Riguardo al periodo di Mani Pulite, Cassese rivela che "viste la dimensione delle malversazioni che emergevano via via dalle carte delle inchieste dei giudici milanesi, decidemmo di scorporare il costo della corruzione dal bilancio dello Stato e quindi di toglierlo dalla legge finanziaria. Serviva un lavoro preciso, fatto bene, che tra l’altro aveva iniziato anche l’ufficio studi della Banca d'Italia. D'accordo con Ciampi, presi contatto col pool di Milano e il dottor Davigo viene in gran segreto a Roma a lavorare sulle cifre con me.
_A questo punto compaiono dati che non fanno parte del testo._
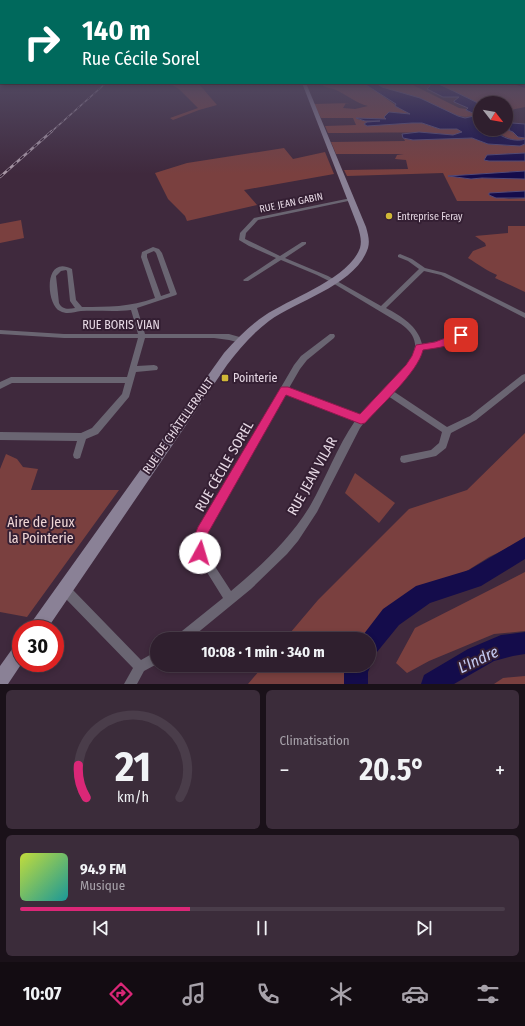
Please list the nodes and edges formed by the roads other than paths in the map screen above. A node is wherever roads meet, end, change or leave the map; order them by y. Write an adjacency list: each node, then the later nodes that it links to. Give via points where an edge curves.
1 (315, 110): 2 (main road, RUE DE CHÂTELLERAULT)
2 (351, 199): 5 (street, RUE JEAN GABIN, via 256,219 243,233 242,240); 8 (main road, RUE DE CHÂTELLERAULT, via 365,242 354,264)
3 (304, 242): 5 (street)
4 (400, 256): 6 (street)
5 (282, 258): 7 (street); 8 (street, RUE JEAN GABIN)
6 (423, 269): 12 (street); 13 (street, via 443,274)
7 (246, 280)
8 (332, 281): 12 (street); 18 (main road, RUE DE CHÂTELLERAULT, via 267,318)
9 (159, 299): 9 (street, via 174,294 159,253 153,249 144,253 144,257); 10 (street)
10 (133, 307): 11 (street); 15 (street)
11 (80, 309): 11 (street, via 74,301 70,270 56,270 52,276 59,308 66,311)
12 (381, 309): 19 (street, via 411,328)
13 (525, 316)
14 (0, 332): 15 (street, RUE BORIS VIAN, via 64,336)
15 (142, 335): 18 (street, RUE BORIS VIAN, via 214,336); 21 (street)
16 (461, 335): 19 (street, via 454,340)
17 (332, 336): 25 (street, RUE CÉCILE SOREL, via 304,358)
18 (241, 340): 33 (main road, RUE DE CHÂTELLERAULT, via 222,362)
19 (419, 347): 26 (street, RUE JEAN VILAR, via 417,357)
20 (154, 368): 21 (street)
21 (134, 370): 23 (street)
22 (525, 377): 28 (street, via 473,418)
23 (130, 380): 24 (street, via 11,380); 30 (street, via 126,395 95,431)
24 (0, 386)
25 (284, 390): 27 (street); 34 (street, RUE CÉCILE SOREL, via 202,531 200,553)
26 (388, 392): 27 (street, RUE JEAN VILAR); 28 (street)
27 (361, 420): 34 (street, RUE JEAN VILAR, via 322,496 304,524 284,550)
28 (447, 432): 32 (street, via 443,445 433,453)
29 (0, 436): 30 (street)
30 (82, 436): 31 (street)
31 (77, 455)
32 (404, 459)
33 (64, 591): 35 (main road, RUE DE CHÂTELLERAULT); 39 (street)
34 (230, 599): 36 (street, RUE JEAN VILAR)
35 (43, 620)
36 (190, 632)
37 (150, 661): 39 (street)
38 (12, 663): 40 (main road)
39 (140, 667): 41 (street)
40 (0, 680)
41 (130, 684)

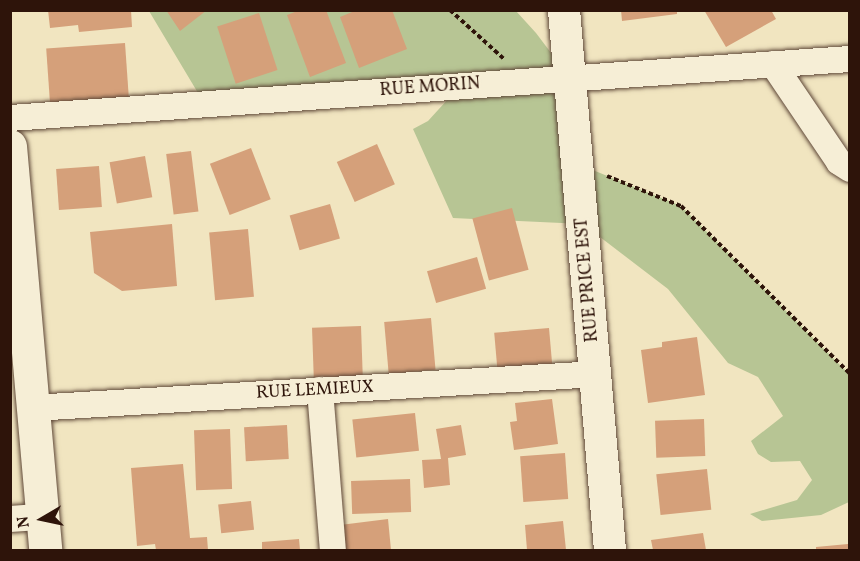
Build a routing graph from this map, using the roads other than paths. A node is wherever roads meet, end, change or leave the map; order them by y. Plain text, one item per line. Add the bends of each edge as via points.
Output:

A Roma nessuno, a parte noi due e il presidente del Consiglio, sapeva di questi incontri. Anzi, solo un quarto, che mantenne il segreto". Si trattava di "Cesare Geronzi, che ci mise a disposizione un ufficio della Banca di Roma in via del Corso. Io e Davigo lavorammo per un intero giorno, entrando separatamente in quel palazzo da due ingressi riservati. La finanziaria del 1993 la scrissi dopo quegli incontri".

 

 

Venendo alla storia più recente, a gennaio del 2022, in piena elezione del capo dello Stato, Matteo Salvini, andò a casa di Cassase: "Venne per fare una verifica, per farmi un esame. Ma l’idea che io potessi andare al Quirinale era stata di Matteo Renzi. Infatti, la prima a interpellarmi in tal senso, prima dell’inizio delle votazioni, era stata Maria Elena Boschi".

 Quanto alle polemiche dei giorni scorsi su Acca Larenzia e il fascismo, per Cassese, non c'è nulla da temere: "È un capitolo chiuso".